Among the lines below, return each one that contains the word "Rajah".

» **Information given**:
======

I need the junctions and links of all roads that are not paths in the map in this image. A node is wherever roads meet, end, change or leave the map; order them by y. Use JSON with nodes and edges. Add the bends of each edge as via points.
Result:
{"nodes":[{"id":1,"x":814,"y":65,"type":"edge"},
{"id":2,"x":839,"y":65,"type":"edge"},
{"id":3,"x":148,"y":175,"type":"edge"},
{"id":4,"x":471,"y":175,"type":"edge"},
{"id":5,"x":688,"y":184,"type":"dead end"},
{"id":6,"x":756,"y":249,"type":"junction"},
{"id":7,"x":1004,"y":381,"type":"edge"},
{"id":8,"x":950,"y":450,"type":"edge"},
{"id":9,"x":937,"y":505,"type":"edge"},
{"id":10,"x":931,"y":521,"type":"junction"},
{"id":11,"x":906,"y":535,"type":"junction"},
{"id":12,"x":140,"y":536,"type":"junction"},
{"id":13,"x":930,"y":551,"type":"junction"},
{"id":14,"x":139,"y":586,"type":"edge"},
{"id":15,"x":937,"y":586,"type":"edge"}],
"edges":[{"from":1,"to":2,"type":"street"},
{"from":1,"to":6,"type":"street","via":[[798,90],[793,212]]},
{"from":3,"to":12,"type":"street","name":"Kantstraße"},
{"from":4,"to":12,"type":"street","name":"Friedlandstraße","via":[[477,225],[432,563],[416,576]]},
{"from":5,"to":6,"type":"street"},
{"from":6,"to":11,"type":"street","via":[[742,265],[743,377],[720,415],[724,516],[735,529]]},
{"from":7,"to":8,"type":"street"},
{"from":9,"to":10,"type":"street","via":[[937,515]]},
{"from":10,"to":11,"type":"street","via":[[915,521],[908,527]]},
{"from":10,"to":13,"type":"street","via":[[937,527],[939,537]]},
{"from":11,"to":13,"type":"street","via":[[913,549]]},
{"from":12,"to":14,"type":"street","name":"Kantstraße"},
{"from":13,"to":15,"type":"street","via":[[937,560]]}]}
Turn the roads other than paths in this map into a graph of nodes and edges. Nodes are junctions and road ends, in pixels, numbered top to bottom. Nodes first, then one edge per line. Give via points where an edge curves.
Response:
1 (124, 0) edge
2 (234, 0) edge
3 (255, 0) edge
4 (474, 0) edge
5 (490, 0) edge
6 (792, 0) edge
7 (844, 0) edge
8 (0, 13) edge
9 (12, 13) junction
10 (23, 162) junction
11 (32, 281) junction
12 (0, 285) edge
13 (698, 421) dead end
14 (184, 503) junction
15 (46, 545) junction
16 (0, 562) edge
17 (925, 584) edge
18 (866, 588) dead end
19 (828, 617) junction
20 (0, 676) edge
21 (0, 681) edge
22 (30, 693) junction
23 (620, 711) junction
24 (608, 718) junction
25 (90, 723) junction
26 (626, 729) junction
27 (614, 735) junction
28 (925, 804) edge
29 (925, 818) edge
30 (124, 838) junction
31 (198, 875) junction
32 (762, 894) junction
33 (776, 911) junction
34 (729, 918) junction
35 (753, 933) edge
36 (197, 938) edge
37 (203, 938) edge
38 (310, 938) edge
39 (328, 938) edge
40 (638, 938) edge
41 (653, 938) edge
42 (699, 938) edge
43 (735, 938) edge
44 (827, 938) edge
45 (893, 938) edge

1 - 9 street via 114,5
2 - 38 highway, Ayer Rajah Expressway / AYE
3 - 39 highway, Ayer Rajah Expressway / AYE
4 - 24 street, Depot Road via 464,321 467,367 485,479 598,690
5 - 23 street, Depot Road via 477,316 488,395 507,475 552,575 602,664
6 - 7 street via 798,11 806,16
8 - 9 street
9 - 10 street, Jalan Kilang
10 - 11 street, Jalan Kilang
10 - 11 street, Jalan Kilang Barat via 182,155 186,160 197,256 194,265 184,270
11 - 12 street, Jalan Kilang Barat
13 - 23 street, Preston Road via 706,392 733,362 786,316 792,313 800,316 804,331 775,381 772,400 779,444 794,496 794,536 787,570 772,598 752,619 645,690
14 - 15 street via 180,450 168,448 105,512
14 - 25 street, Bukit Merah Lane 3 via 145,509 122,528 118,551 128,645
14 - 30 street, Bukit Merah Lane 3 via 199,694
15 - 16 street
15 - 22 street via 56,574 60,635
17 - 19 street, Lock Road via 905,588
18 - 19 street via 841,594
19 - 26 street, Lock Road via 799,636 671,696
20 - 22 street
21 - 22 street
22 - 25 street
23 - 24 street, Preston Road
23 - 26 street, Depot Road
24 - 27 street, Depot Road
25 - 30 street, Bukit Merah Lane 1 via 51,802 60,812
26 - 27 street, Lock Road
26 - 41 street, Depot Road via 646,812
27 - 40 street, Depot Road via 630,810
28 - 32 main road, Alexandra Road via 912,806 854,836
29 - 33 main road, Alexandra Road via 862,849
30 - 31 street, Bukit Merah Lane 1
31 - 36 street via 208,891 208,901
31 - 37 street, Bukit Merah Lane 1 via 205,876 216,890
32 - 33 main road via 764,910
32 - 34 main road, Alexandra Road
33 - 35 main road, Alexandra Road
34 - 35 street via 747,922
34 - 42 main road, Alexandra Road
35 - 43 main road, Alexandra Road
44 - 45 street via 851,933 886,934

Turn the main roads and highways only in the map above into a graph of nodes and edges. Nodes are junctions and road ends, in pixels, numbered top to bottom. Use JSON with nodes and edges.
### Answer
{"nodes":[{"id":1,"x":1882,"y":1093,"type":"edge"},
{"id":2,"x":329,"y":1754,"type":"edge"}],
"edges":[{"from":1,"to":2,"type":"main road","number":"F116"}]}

======

» **Response below**:
2 - 38 highway, Ayer Rajah Expressway / AYE
3 - 39 highway, Ayer Rajah Expressway / AYE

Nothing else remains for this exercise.